Her sene olduğu gibi oyunların en yoğun ve en çok beklenen dönemine girdik ve bu hafta raflarda yerini alan oyunlardan biri de Far Cry 4 oldu. 2012 yılında seride yarattığı değişim ile FPS türünün adeta GTA’sı olmayı başaran oyun, (ki ben bu satırları yazarken GTA da FPS türüne geçmiş olacak) bu sefer bizi Himalayalar’ın eteklerinde karşılıyor. Ancak oyun tanıtılmaya başladığından beri mirasçısı Far Cry 3 ile fazla benzerliği ve kendini tekrar edişi ile dillere düşmüş durumda. Peki 2004 yılında bize Crytek tarafından tanıtılan seri neydi, ne oldu?
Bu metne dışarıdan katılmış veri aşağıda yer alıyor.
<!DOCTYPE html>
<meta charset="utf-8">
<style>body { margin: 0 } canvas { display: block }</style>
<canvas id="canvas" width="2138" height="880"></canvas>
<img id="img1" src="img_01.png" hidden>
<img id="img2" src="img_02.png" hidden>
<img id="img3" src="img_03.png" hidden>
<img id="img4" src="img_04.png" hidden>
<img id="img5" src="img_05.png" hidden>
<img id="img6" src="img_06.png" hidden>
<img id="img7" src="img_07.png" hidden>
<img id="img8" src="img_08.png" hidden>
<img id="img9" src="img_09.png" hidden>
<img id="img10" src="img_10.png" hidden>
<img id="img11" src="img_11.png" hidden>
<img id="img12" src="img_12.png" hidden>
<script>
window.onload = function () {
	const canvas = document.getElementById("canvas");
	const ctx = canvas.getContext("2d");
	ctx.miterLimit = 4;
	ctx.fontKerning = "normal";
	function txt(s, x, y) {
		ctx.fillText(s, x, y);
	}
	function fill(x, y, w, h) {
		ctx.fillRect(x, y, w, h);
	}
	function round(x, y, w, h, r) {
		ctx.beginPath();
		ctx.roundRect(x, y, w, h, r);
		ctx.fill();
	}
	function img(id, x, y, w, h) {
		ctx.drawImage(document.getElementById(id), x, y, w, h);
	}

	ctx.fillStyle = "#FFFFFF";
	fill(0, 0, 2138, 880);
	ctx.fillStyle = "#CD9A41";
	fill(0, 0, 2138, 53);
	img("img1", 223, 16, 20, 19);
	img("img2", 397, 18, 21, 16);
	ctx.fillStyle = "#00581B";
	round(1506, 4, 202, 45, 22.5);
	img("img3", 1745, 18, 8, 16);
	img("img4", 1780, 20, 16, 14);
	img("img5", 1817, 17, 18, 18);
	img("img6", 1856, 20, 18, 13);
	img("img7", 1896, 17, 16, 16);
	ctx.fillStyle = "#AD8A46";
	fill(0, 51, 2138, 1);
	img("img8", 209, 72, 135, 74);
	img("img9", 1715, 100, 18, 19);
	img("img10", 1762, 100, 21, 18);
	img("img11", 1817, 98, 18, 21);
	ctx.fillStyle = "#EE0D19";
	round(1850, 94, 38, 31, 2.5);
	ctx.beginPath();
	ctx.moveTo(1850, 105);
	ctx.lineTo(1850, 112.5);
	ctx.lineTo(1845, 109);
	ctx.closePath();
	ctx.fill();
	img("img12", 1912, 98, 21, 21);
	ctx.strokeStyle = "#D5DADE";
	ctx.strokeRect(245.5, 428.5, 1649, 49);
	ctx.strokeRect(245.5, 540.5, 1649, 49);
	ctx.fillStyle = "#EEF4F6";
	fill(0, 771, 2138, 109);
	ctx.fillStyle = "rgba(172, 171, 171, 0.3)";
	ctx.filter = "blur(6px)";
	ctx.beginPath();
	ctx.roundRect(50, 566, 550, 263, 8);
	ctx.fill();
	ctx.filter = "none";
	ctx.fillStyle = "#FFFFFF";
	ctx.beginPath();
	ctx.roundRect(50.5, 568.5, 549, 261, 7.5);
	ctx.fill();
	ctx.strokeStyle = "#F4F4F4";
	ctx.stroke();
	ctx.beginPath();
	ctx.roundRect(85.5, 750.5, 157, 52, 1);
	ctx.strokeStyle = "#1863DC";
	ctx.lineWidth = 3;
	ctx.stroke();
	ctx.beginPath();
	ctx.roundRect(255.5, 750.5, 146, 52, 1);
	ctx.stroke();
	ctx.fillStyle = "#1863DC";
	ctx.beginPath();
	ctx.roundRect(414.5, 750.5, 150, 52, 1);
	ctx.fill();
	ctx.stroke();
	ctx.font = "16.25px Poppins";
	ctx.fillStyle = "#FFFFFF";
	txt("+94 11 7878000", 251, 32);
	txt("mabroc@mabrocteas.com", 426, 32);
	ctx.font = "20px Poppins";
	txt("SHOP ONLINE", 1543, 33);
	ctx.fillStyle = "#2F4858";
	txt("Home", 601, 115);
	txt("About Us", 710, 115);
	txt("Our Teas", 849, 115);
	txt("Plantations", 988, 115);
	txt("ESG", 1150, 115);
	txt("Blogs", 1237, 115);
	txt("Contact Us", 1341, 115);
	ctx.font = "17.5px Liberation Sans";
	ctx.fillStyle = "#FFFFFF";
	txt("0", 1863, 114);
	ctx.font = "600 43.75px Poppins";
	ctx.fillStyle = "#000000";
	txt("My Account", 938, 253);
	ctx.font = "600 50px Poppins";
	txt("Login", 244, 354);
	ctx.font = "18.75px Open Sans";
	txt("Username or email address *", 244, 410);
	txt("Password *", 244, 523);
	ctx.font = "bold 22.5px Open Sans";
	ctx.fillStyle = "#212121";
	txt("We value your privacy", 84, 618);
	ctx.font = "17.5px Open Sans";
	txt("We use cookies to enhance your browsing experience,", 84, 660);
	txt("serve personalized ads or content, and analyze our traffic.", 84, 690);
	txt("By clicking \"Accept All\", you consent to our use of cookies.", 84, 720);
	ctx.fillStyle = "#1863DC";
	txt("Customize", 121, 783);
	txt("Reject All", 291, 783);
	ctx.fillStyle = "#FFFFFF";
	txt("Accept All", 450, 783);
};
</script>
Ve de serinin geleceği ne durumda? Bu hafta çıkış özel yazısı sizlerle…
Şu Çılgın Türkler
1999 yılında Avni, Cevat, Faruk Yerli kardeşlerin tarafından Coburg’da kurulan Crytek şirketi ilk ilgiyi 2000 yılında ECTS fuarında çekmeyi başarır. NVDIA ile teknik demolar sergileyen kardeşler, daha sonraki yıllarda X-Isle adlı Jurassic Park temalı oyunlarının demoları ile dikkatleri üzerlerine toplar. O sıralar Avrupa’da oldukça ilgi gören oyunlarının adını sonradan Far Cry olarak adlandırırlar ve oyunla beraber geliştirdikleri oyun motorları, Cry Engine’i de 2 sene sonra görücüye çıkarırlar. Özellikle vejetasyon modellerinde ve sandbox tipi haritalarda uzun ve kapsamlı görüş alanlarını “render” etme özellikleriyle ön plana çıkan bu yeni oyun motoru ses ve fizik motoruyla da öne çıkıyordu.
2004 Yılında Far Cry adını verdikleri oyunu Ubisoft’un yayımcılığıyla oyuncuların beğenine sunarlar. Oyunda, Jack Carver adlı eski Amerikan Özel Birlik komandosunun geçmişinden inzivaya çekilip turistlere Güney Pasifik’te bot gezileri yaptırdığı sırada bir gazetecinin kendisini gizemli bir adaya götürme isteğini geri çevirmeyerek kendisini Dr. Krieger’in genetik deneyleri ve özel ordusuyla baş başa bulur. Bir adada izole olmanın hissiyatını ve açık dünya oynanışını FPS severlerle buluşturan bu yapım özellikle grafikleri, yapay zekâsı ve türe getirdiği “güneşli kumsallarla” oldukça ilgi görmüştü. 2006 yılında markanın tüm haklarını Ubisoft’a devrederek EA ile yayıncılık anlaşması kurduğunu belirten Crytek, yeni oyunları Crysis’i tanıtarak markayı terk etmiş oldu.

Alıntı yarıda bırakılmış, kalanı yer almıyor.